軍産複合体、第一次背化大戦以前に成立した概念で“軍と政府と軍需産業の協力関係”を広義な意味とするのですが、広義な意味では、そもそも軍需産業が工場を造ったり軍の関係者と取引をしなければ竹槍以外は自力調達できないのだから協力関係があるのは当然だ、という指摘になりますし、軍隊と政府が協力とはいかなくとも独立していた場合は文民統制の観点から問題ではないのか、という指摘があるでしょう。つまり、軍産複合体がなく軍と政治と産業が完全に独立している世界というのは、軍が政治統制を離れて産業からも離れ独自の装備生産体系を構築し、政治の指図を受けないという形、戦時中の日本よりも極端な話しになってしまうのですから。

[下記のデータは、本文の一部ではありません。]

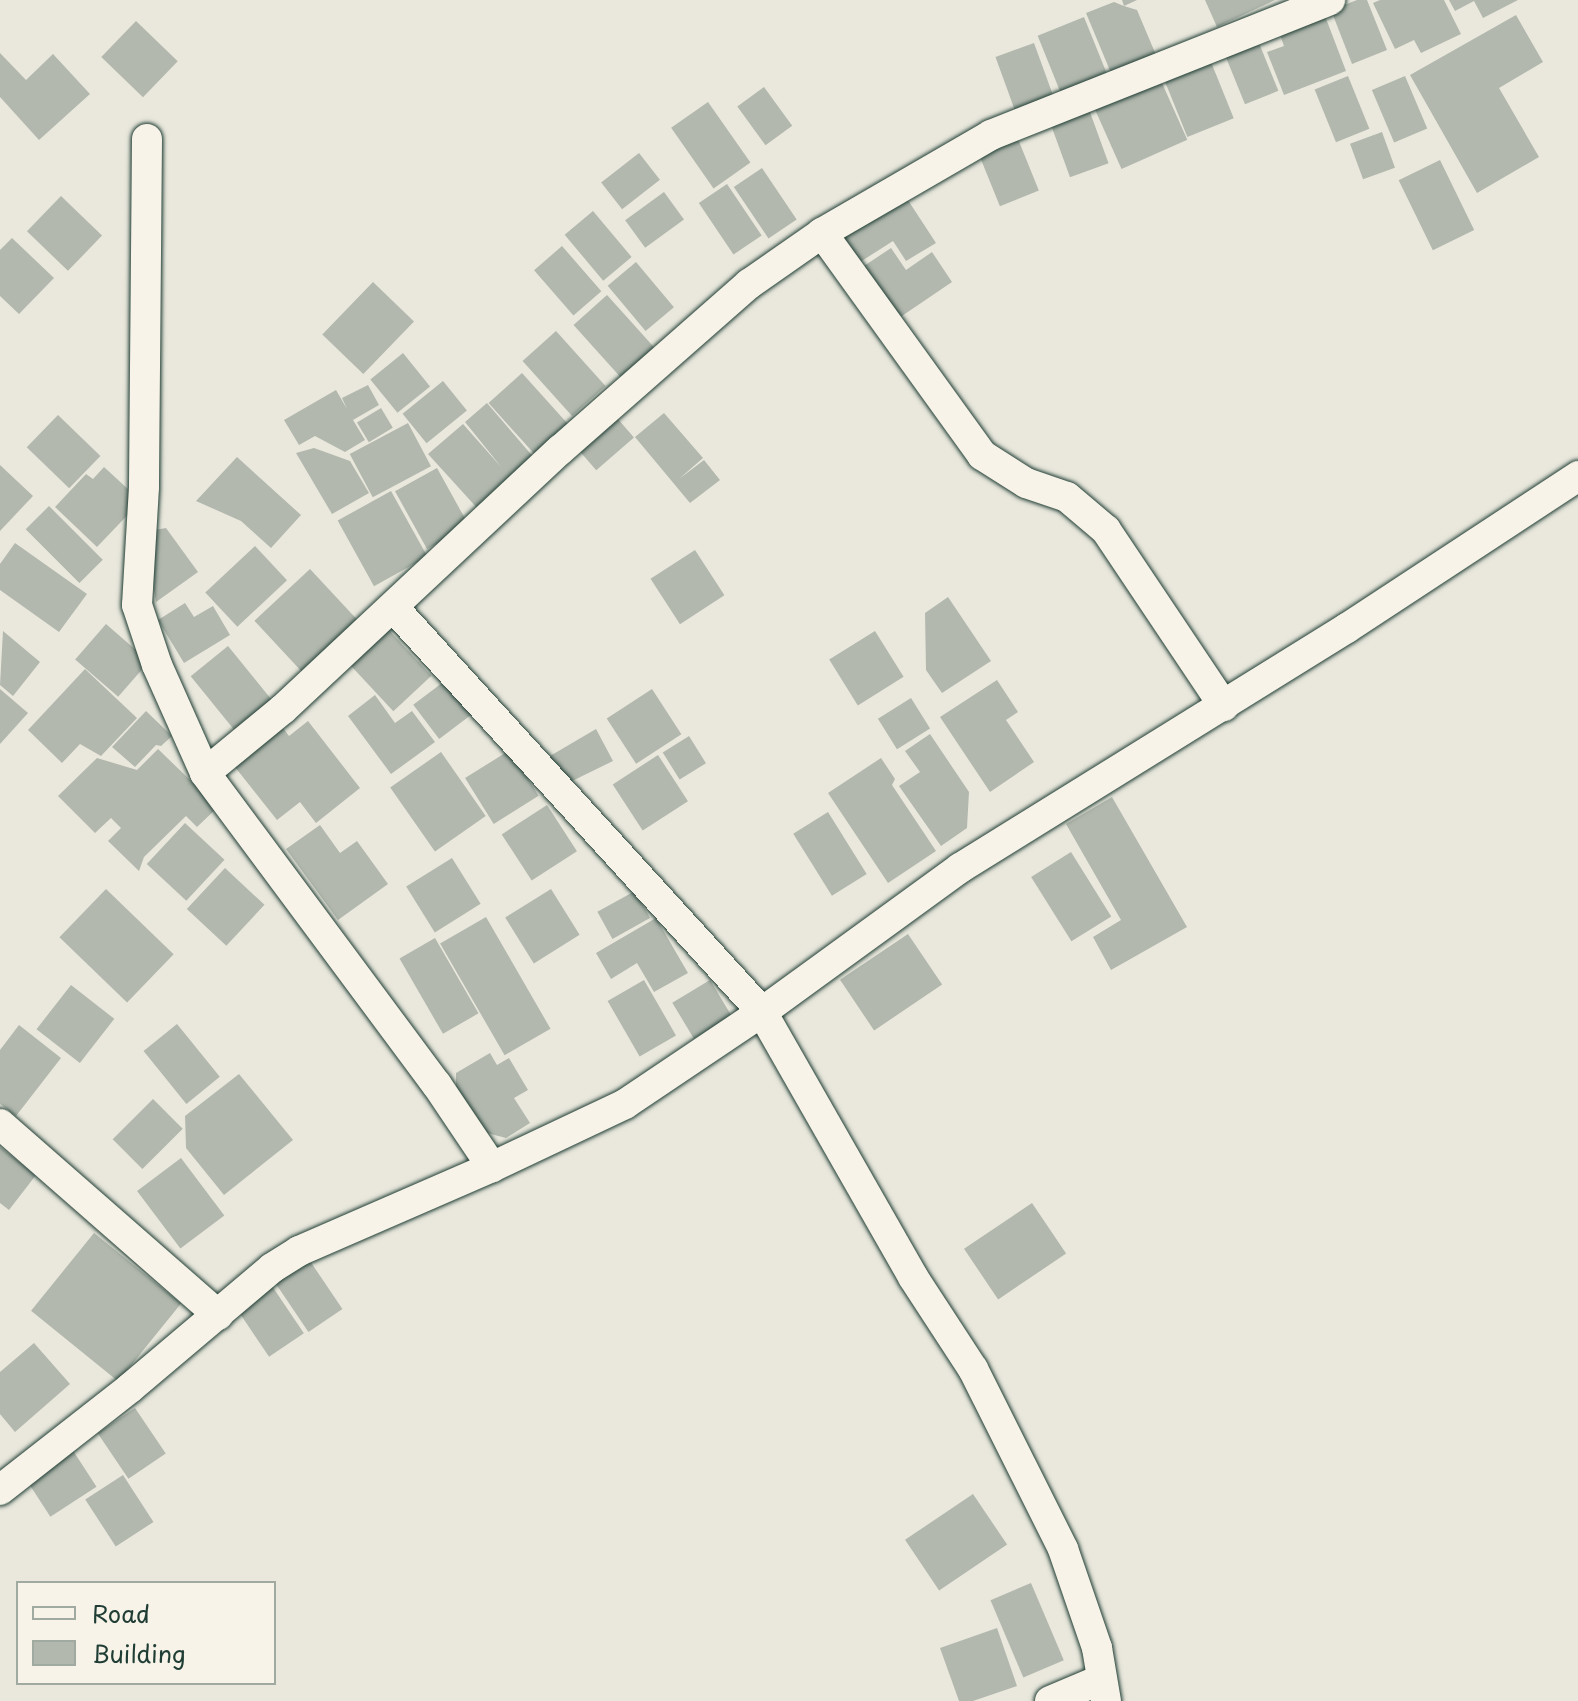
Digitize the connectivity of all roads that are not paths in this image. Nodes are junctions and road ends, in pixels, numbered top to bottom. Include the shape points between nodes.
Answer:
1 (1319, 2) edge
2 (147, 139) dead end
3 (822, 233) junction
4 (1578, 476) edge
5 (393, 607) junction
6 (1224, 706) junction
7 (205, 773) junction
8 (762, 1012) junction
9 (0, 1124) edge
10 (492, 1167) junction
11 (218, 1315) junction
12 (0, 1490) edge
13 (1104, 1690) edge
14 (1050, 1701) edge

1 - 3 street via 991,135
2 - 7 street via 144,487 137,605
3 - 5 street via 749,284 560,450
3 - 6 street via 982,455 1026,483 1067,497 1106,530
4 - 6 street
5 - 7 street
5 - 8 street
6 - 8 street via 960,868
7 - 10 street
8 - 10 street via 625,1104
8 - 13 street via 913,1277 973,1369 1063,1549 1097,1648
9 - 11 street
10 - 11 street via 299,1251
11 - 12 street
13 - 14 street

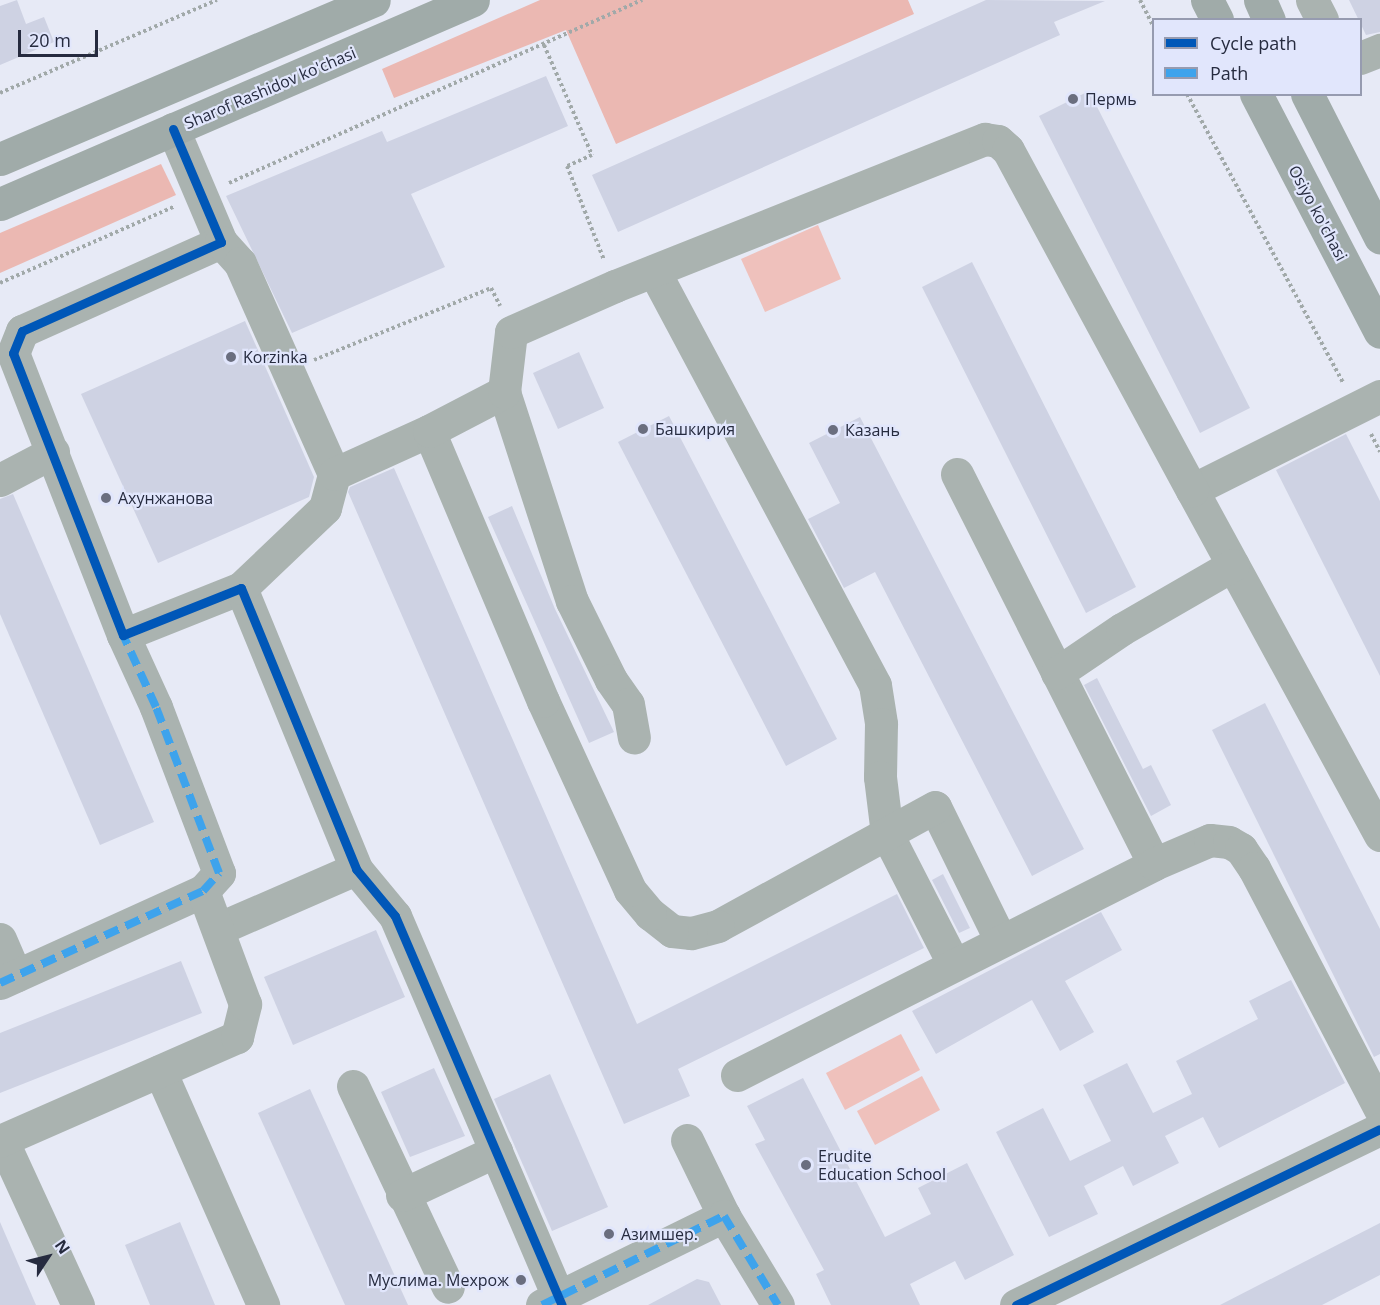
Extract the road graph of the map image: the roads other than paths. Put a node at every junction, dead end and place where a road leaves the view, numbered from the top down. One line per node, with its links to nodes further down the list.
1 (374, 0): 11 (main road)
2 (473, 0): 14 (main road, Sharof Rashidov ko'chasi)
3 (1207, 0): 6 (main road)
4 (1260, 0): 7 (main road)
5 (1312, 0): 8 (street)
6 (1216, 18)
7 (1268, 18)
8 (1321, 18)
9 (1380, 50): 10 (street)
10 (1362, 57)
11 (156, 92): 14 (main road); 15 (main road)
12 (1257, 96): 20 (main road, Osiyo ko'chasi)
13 (1308, 96): 17 (main road)
14 (173, 129): 16 (main road, Sharof Rashidov ko'chasi); 18 (street)
15 (0, 159)
16 (0, 204)
17 (1380, 237)
18 (221, 242): 24 (street); 25 (street)
19 (654, 272): 21 (street); 28 (street); 34 (street)
20 (1380, 332)
21 (504, 392): 23 (street); 33 (street)
22 (1369, 402): 28 (street)
23 (429, 431): 25 (street); 34 (street)
24 (53, 452): 27 (street); 31 (street)
25 (334, 474): 30 (street)
26 (957, 474): 32 (street)
27 (0, 480)
28 (1192, 490): 29 (street)
29 (1233, 565): 32 (street); 35 (street)
30 (241, 588): 31 (street); 37 (street)
31 (123, 635): 38 (street)
32 (1057, 673): 36 (street)
33 (634, 737)
34 (887, 834): 41 (street); 42 (street)
35 (1380, 836)
36 (1154, 864): 41 (street); 47 (street)
37 (356, 868): 39 (street); 51 (street)
38 (203, 891): 39 (street); 43 (street)
39 (220, 928): 44 (street)
40 (0, 939): 43 (street)
41 (1001, 941): 42 (street)
42 (954, 965): 45 (street)
43 (8, 980)
44 (160, 1071): 50 (street); 57 (street)
45 (737, 1075)
46 (353, 1086): 52 (street)
47 (1380, 1109)
48 (1380, 1129): 59 (street)
49 (687, 1140): 53 (street)
50 (1, 1141): 56 (street)
51 (496, 1150): 52 (street); 55 (street)
52 (402, 1195): 54 (street)
53 (724, 1216): 55 (street); 58 (street)
54 (448, 1287)
55 (554, 1302)
56 (78, 1305)
57 (263, 1305)
58 (778, 1305)
59 (1016, 1305)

それならば軍産複合体とは本来どういう用途で用いられるのか、これは1961年1月17日にアイゼンハワー大統領が退任演説を行うに当たり、軍隊・政府・軍需産業の協力関係が肥大化しすぎ、国家の政策決定に際し、これら協力関係の総合利益が国家利益を超えて影響力を及ぼすため、民主国家としての在るべき政策決定プロセスが機能しなくなるのではないか、このような危惧に端を発しています。まあ、このあたり、戦争は兵器を生産する産業の支持を得るために政治が働いている、という一種の陰謀論的な印象もぬぐえないのではありますけれども、見てゆくと軍産複合体そのものをアイゼンハワー大統領は批判したのではありません。
つまり問題点は“軍産複合体”ではなく“軍産複合体の肥大化が及ぼす影響”であるわけです。肥大化するからこそ影響力が増す循環が成立し得るという事。いや軍隊の存在は絶対悪、兵器を捨ててみんなハッピー!、という論点を提示してくる方は絶対幸福平和主義者を含めいらっしゃることでしょうが、こういった方の議論を重ねますと、そもそも国家があるのが悪い、という無政府主義や、何故か毎度のアメリカ陰謀論、下手をすると宇宙人や神様まで挙げて反論が来ますので、不本意ながら軍隊や政府の存在を否定しての討議はこの場所ではできません。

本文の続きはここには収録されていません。